Count the lines below that contain the word "junction". Give only the number.

Entries shown section start

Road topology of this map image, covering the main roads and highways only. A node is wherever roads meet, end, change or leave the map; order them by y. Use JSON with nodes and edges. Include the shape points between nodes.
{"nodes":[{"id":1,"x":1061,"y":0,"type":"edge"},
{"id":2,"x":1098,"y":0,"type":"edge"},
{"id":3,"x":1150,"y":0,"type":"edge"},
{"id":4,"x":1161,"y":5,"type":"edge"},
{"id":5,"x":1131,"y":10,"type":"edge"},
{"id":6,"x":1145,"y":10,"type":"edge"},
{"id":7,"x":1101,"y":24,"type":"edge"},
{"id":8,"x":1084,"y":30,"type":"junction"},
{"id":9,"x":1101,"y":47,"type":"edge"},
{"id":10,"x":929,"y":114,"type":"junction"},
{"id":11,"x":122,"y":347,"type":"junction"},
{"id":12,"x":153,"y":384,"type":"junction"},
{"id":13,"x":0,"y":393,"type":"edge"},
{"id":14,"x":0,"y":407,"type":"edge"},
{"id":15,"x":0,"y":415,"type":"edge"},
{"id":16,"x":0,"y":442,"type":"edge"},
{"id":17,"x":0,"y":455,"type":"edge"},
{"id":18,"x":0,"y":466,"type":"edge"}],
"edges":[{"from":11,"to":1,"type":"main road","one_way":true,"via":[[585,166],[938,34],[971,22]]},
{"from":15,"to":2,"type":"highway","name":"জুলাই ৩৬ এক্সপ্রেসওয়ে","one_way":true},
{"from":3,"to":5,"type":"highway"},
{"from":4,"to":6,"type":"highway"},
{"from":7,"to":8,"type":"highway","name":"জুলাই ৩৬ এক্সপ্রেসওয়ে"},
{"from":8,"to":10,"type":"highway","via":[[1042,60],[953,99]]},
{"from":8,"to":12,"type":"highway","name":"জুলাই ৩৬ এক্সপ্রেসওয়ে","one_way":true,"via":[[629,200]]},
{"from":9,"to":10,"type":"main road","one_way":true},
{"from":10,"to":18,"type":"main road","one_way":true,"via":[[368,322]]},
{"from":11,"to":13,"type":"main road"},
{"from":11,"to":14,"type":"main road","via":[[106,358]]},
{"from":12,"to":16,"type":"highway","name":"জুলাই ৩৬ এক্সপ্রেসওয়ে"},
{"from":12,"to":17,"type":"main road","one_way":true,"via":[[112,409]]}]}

Entries shown section end

Answer to the exercise
4